RECORD SET.
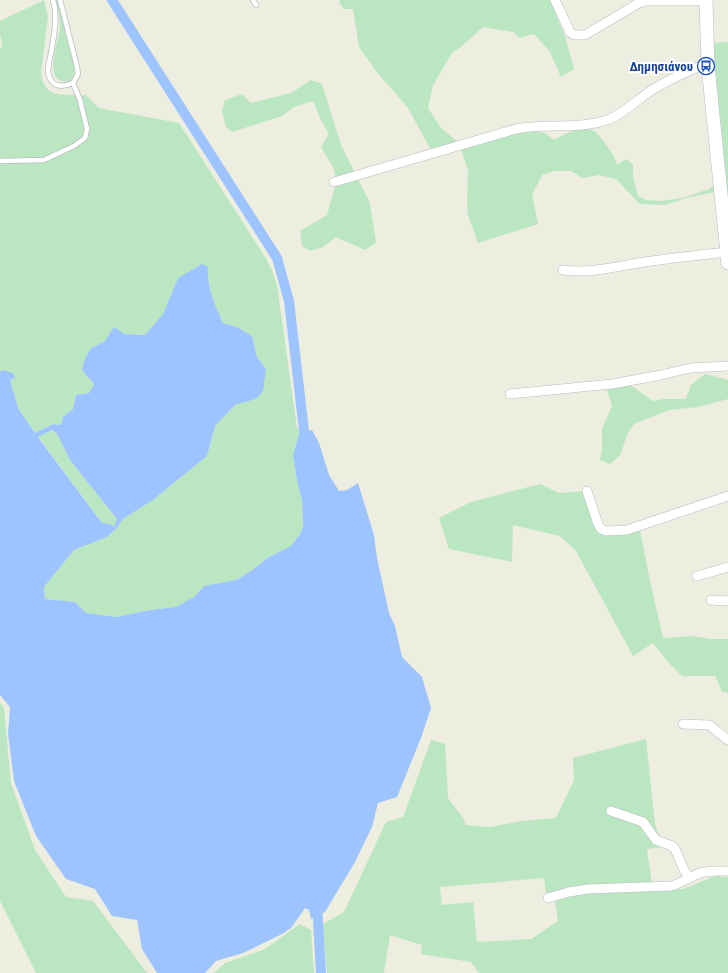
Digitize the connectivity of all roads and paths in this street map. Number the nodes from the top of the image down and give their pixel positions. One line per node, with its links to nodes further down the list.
1 (53, 0): 8 (lane)
2 (60, 0): 8 (lane)
3 (253, 0): 6 (lane)
4 (555, 0): 5 (street)
5 (706, 1): 7 (main road)
6 (256, 5)
7 (707, 63): 10 (street); 11 (main road)
8 (74, 83): 9 (lane)
9 (0, 161)
10 (334, 182)
11 (727, 258): 12 (street)
12 (563, 270)
13 (728, 366): 14 (street)
14 (510, 394)
15 (587, 491): 16 (street)
16 (728, 496)
17 (728, 566): 18 (street)
18 (696, 576)
19 (711, 600): 20 (street)
20 (728, 600)
21 (683, 724): 22 (street)
22 (728, 740)
23 (611, 811): 25 (street)
24 (728, 871): 25 (street)
25 (690, 878): 26 (street)
26 (548, 898)

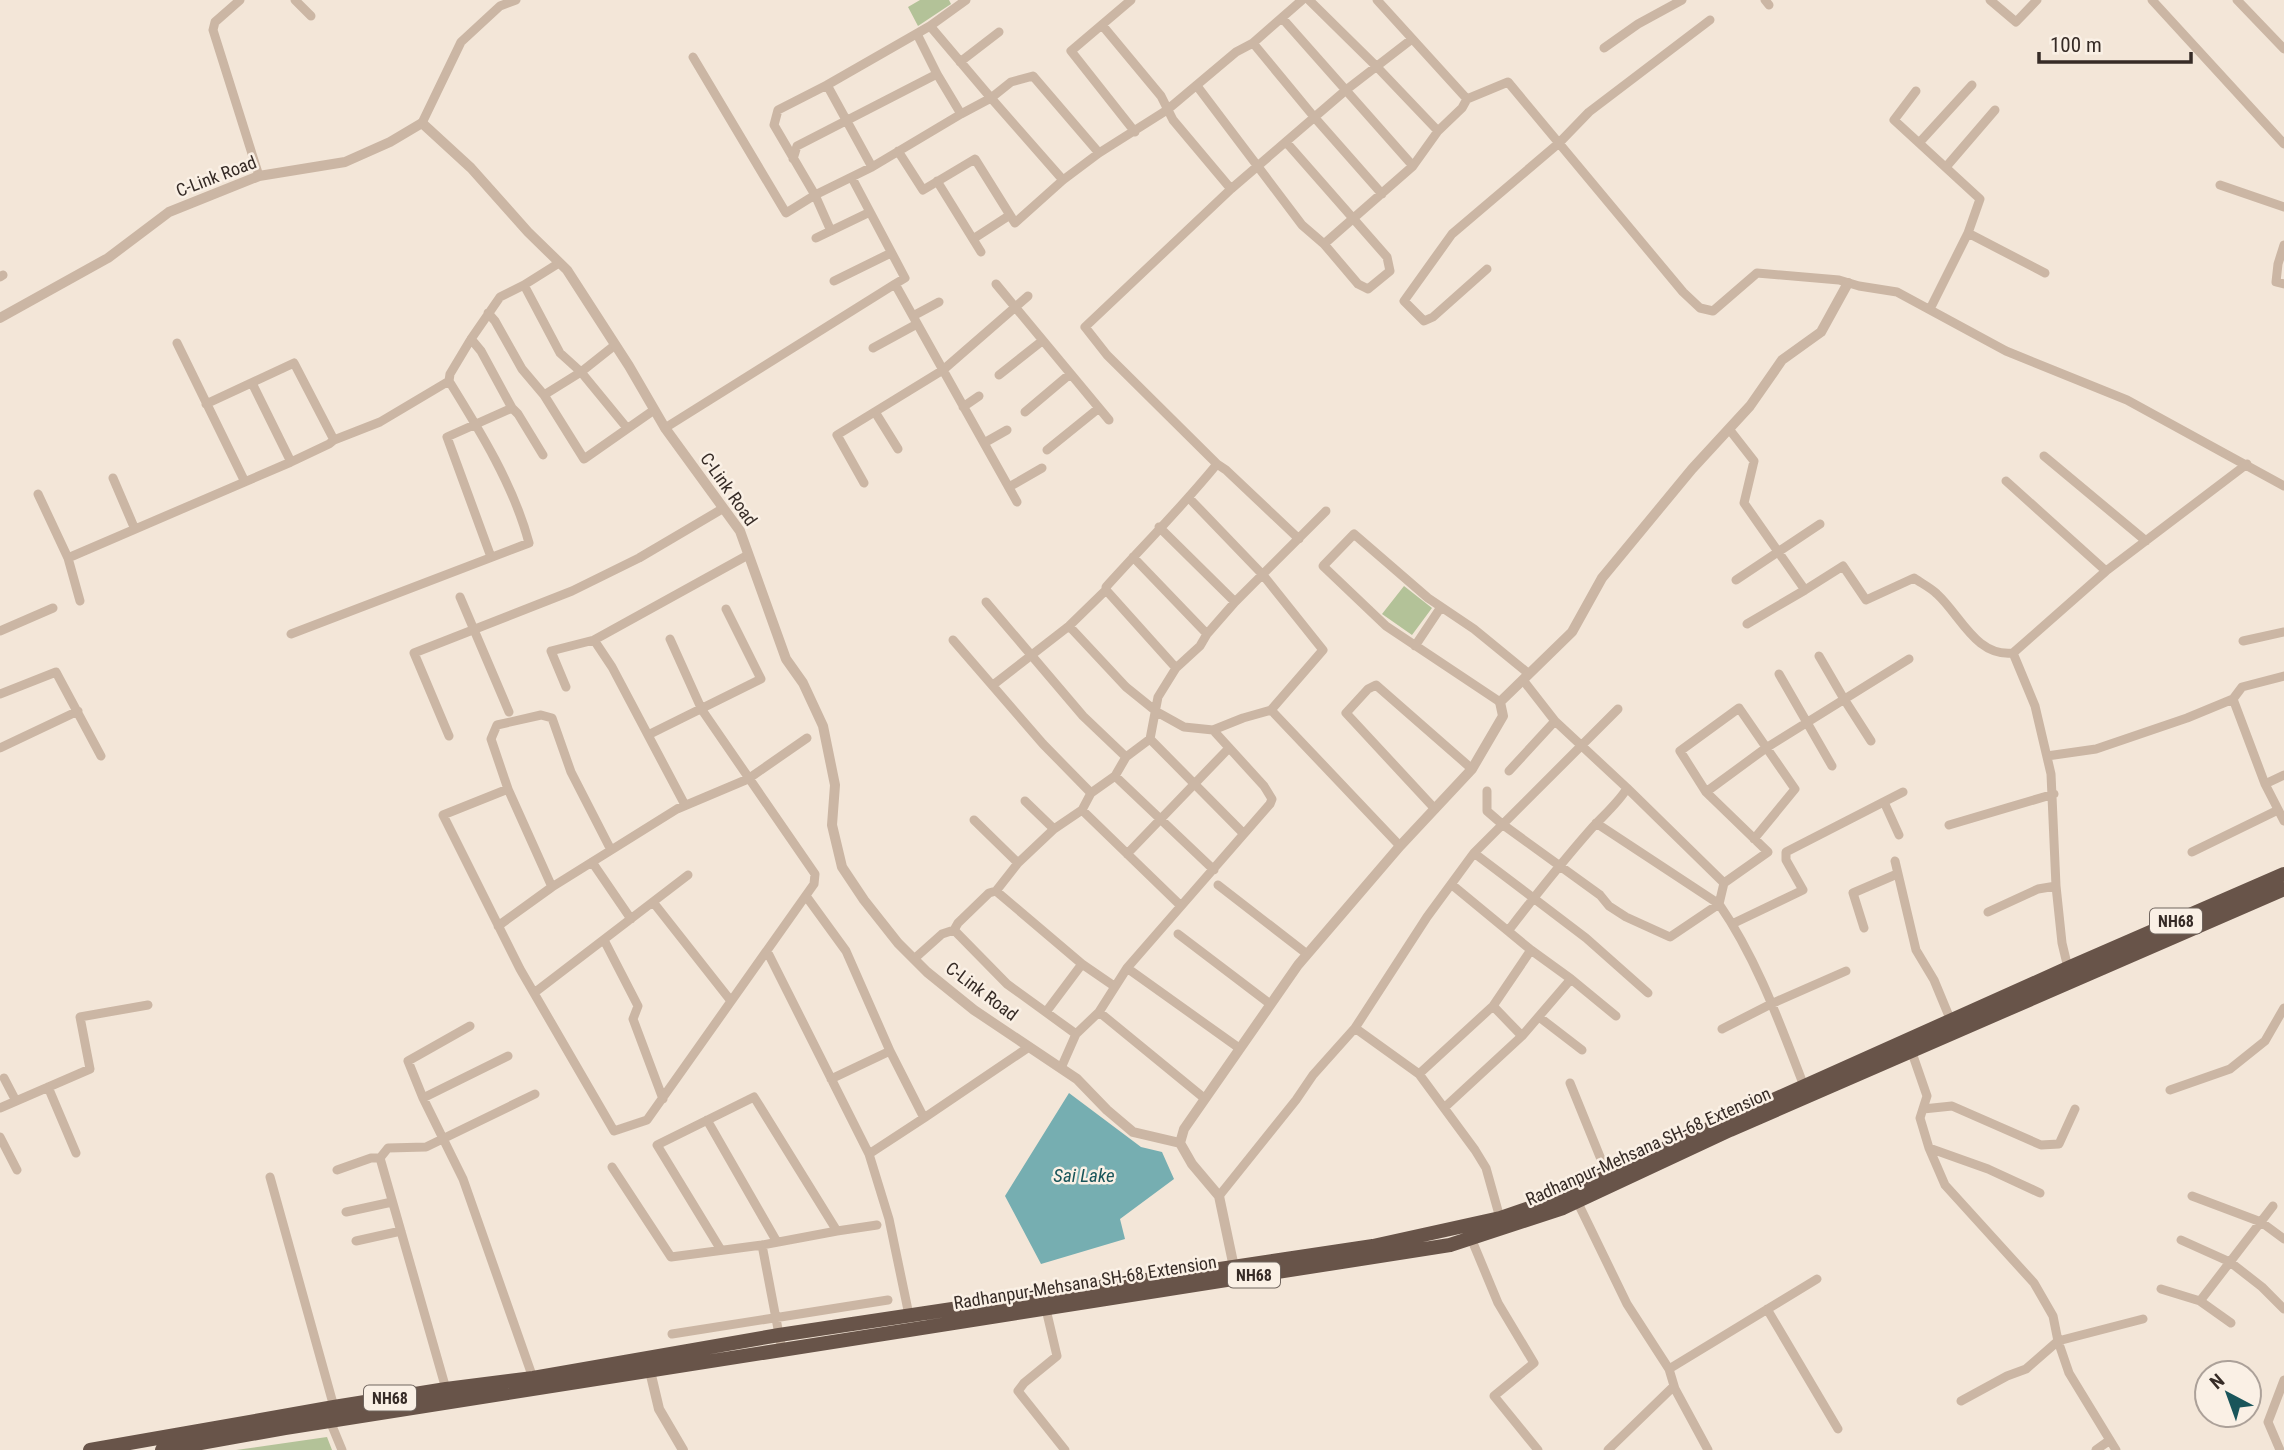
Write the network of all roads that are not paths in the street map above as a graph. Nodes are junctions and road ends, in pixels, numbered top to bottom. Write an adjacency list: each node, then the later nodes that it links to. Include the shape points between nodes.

WHAT IS BEING ASKED. Set down the entire material verbatim, with each picture left out.

ANSWER TO THIS TASK.
Digitize the connectivity of all roads and paths in this street map. Number the nodes from the top of the image down and give their pixel positions. One line per node, with its links to nodes further down the list.
1 (53, 0): 8 (lane)
2 (60, 0): 8 (lane)
3 (253, 0): 6 (lane)
4 (555, 0): 5 (street)
5 (706, 1): 7 (main road)
6 (256, 5)
7 (707, 63): 10 (street); 11 (main road)
8 (74, 83): 9 (lane)
9 (0, 161)
10 (334, 182)
11 (727, 258): 12 (street)
12 (563, 270)
13 (728, 366): 14 (street)
14 (510, 394)
15 (587, 491): 16 (street)
16 (728, 496)
17 (728, 566): 18 (street)
18 (696, 576)
19 (711, 600): 20 (street)
20 (728, 600)
21 (683, 724): 22 (street)
22 (728, 740)
23 (611, 811): 25 (street)
24 (728, 871): 25 (street)
25 (690, 878): 26 (street)
26 (548, 898)

Write the network of all roads that are not paths in the street map above as a graph. Nodes are junctions and road ends, in pixels, numbered top to bottom. Write an adjacency list: each node, then the later nodes that it links to. Include the shape points between nodes.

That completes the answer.